More important for the future than the alteration in the balance of power is the resurgency of the subject peoples of the Far East. There is no mistaking the trend of mass opinion in these parts. While there is welcome relief that Japan’s career of conquest is at an end, Tokyo’s clarion call “Asia for Asiatics” has made a profound impression. Very soon the Western Powers will be occupying their former colonies. We dare say they will have little difficulty in disarming those colonials who took up arms against them, but it will not be so easy to disarm colonial nationalism, which has taken a deep root. The white man has lost prestige, at any rate millions of dependent races realise that he is not so powerful as they imagined and that mechanised efficiency is not his monopoly. The events of the last three years, and it must be said Tokyo’s broadcasts however mischievous they were at the moment, have created a new awakening and a new confidence. The Annamites in IndoChina will no longer be satisfied with a colonial status: they will revolt if they are not given freedom. The people of Java will hardly accept without protest the small doses of “self-government” doled out by the Royal Dutch Government. India is already on the threshold of nationhood, confident of discharging her duties as a major Power of the East.
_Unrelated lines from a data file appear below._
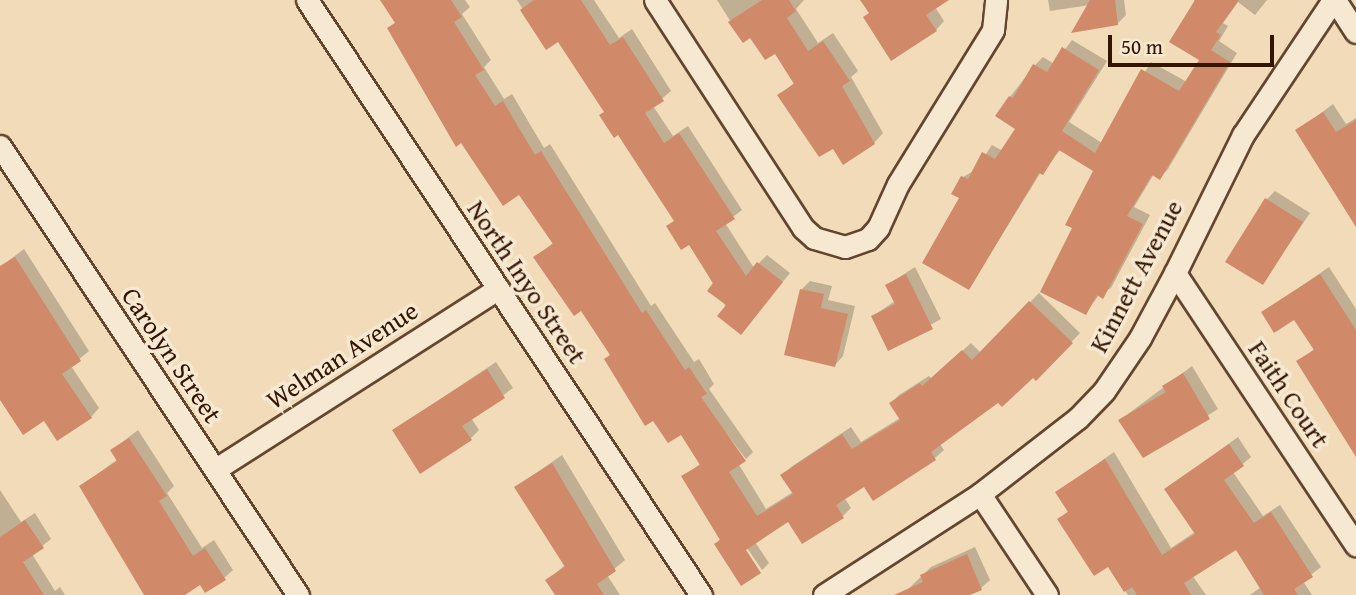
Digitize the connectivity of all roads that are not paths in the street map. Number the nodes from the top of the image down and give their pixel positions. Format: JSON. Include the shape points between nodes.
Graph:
{"nodes":[{"id":1,"x":307,"y":0,"type":"edge"},
{"id":2,"x":655,"y":0,"type":"edge"},
{"id":3,"x":996,"y":0,"type":"edge"},
{"id":4,"x":1334,"y":0,"type":"edge"},
{"id":5,"x":1356,"y":32,"type":"edge"},
{"id":6,"x":0,"y":146,"type":"edge"},
{"id":7,"x":1175,"y":274,"type":"junction"},
{"id":8,"x":498,"y":289,"type":"junction"},
{"id":9,"x":216,"y":469,"type":"junction"},
{"id":10,"x":980,"y":494,"type":"junction"},
{"id":11,"x":1356,"y":545,"type":"edge"},
{"id":12,"x":298,"y":595,"type":"edge"},
{"id":13,"x":701,"y":595,"type":"edge"},
{"id":14,"x":824,"y":595,"type":"edge"},
{"id":15,"x":1047,"y":595,"type":"edge"}],
"edges":[{"from":1,"to":8,"type":"street","name":"North Inyo Street"},
{"from":2,"to":3,"type":"street","via":[[803,228],[814,238],[845,247],[868,239],[878,228],[898,184],[993,30]]},
{"from":4,"to":5,"type":"street"},
{"from":4,"to":7,"type":"street","name":"Kinnett Avenue","via":[[1243,135]]},
{"from":6,"to":9,"type":"street","name":"Carolyn Street"},
{"from":7,"to":10,"type":"street","name":"Kinnett Avenue","via":[[1104,391],[1078,418]]},
{"from":7,"to":11,"type":"street","name":"Faith Court"},
{"from":8,"to":9,"type":"street","name":"Welman Avenue"},
{"from":8,"to":13,"type":"street","name":"North Inyo Street"},
{"from":9,"to":12,"type":"street","name":"Carolyn Street"},
{"from":10,"to":14,"type":"street","name":"Kinnett Avenue"},
{"from":10,"to":15,"type":"street"}]}
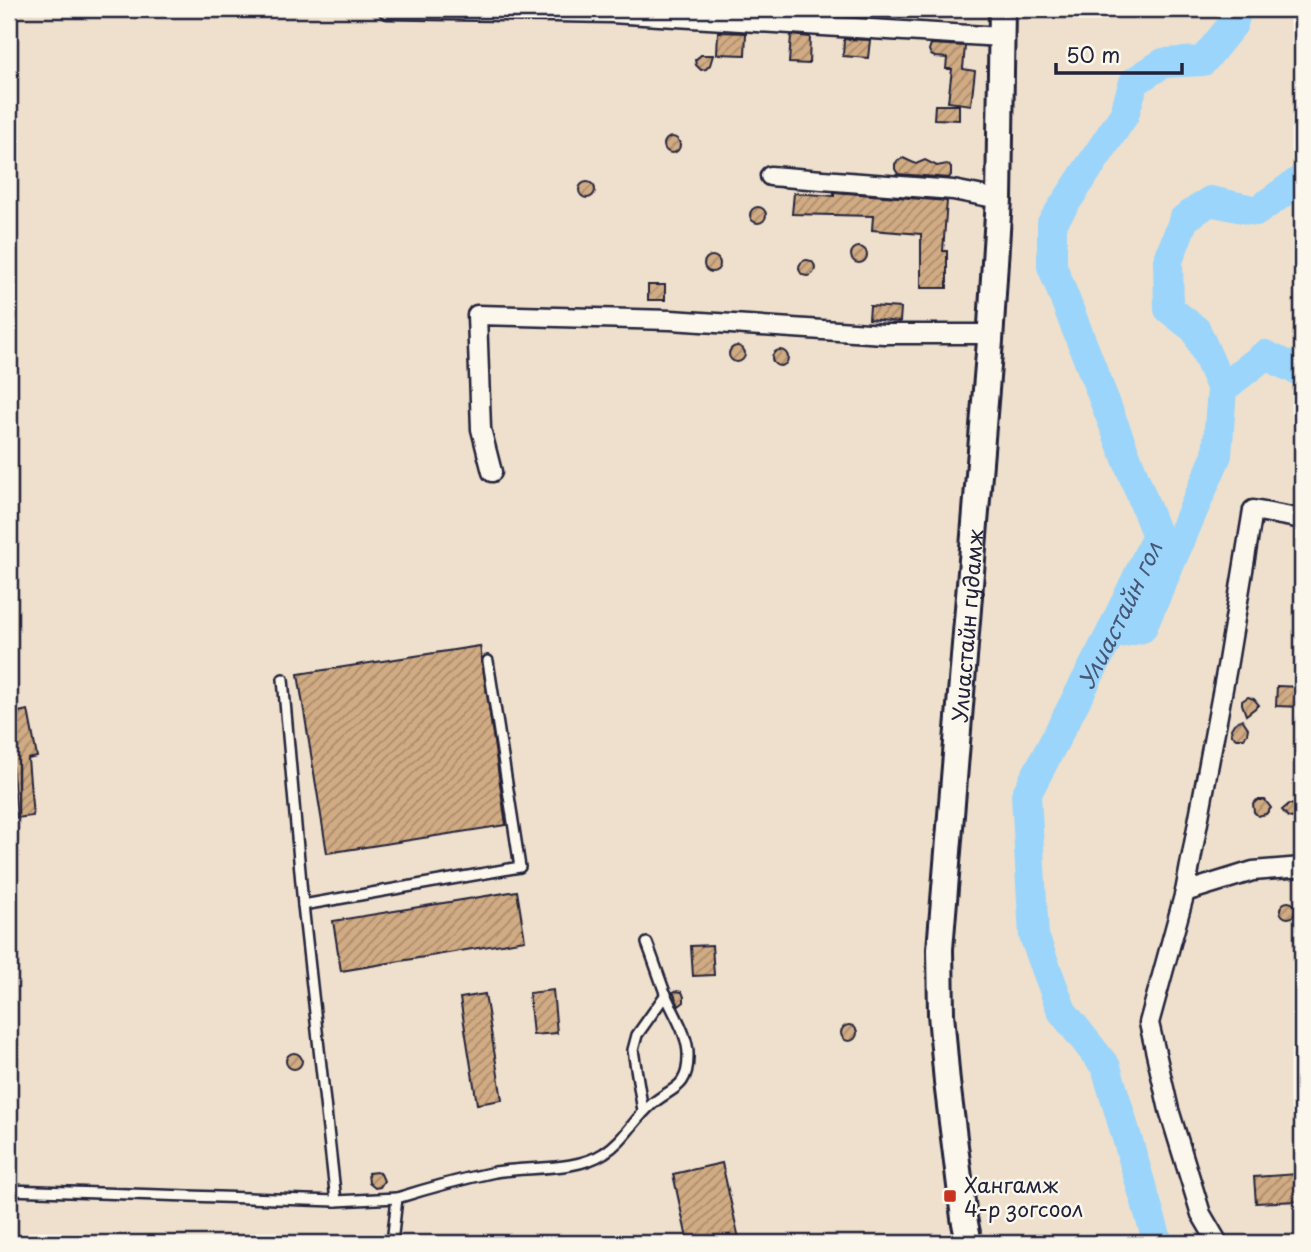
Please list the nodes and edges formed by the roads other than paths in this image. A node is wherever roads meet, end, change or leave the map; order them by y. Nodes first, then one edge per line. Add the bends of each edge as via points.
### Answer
1 (388, 9) edge
2 (1002, 9) edge
3 (1001, 37) junction
4 (770, 176) dead end
5 (999, 199) junction
6 (990, 334) junction
7 (492, 472) dead end
8 (1302, 519) edge
9 (488, 662) dead end
10 (283, 679) dead end
11 (1302, 867) edge
12 (1185, 892) junction
13 (303, 905) junction
14 (647, 943) dead end
15 (666, 994) junction
16 (643, 1111) junction
17 (9, 1190) edge
18 (397, 1198) junction
19 (336, 1202) junction
20 (392, 1243) edge
21 (969, 1243) edge
22 (1218, 1243) edge

1 - 3 street via 611,13
2 - 3 main road, Улиастайн гудамж
3 - 5 main road, Улиастайн гудамж
4 - 5 street via 953,190
5 - 6 main road, Улиастайн гудамж
6 - 7 street via 884,334 671,320 477,315 481,429
6 - 21 main road, Улиастайн гудамж via 940,949 947,1082
8 - 12 street via 1253,510
9 - 13 lane via 520,867
10 - 13 lane
11 - 12 street via 1253,871
12 - 22 street via 1149,1023 1169,1110 1201,1213
13 - 19 lane
14 - 15 lane
15 - 16 lane via 637,1035 634,1050
15 - 16 lane via 687,1043 685,1080
16 - 18 lane via 617,1144 591,1160 497,1172
17 - 19 lane
18 - 19 lane
18 - 20 lane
China, already one of the Big Five by courtesy, will soon rise to her full stature. It is but proper that it is the representatives of these nations speaking for the hundreds of millions of their peoples who should finally decide the future of the Far East. The main problem of the backward races in these areas is to assure self-government and take energetic steps to raise the standard of living. This goal of freedom and prosperity cannot be left to be worked out by the agents of imperialist Powers whose main interest has been to gather profits for investors in Europe. White hegemony in the colonies is incompatible with the future peace and prosperity of the world.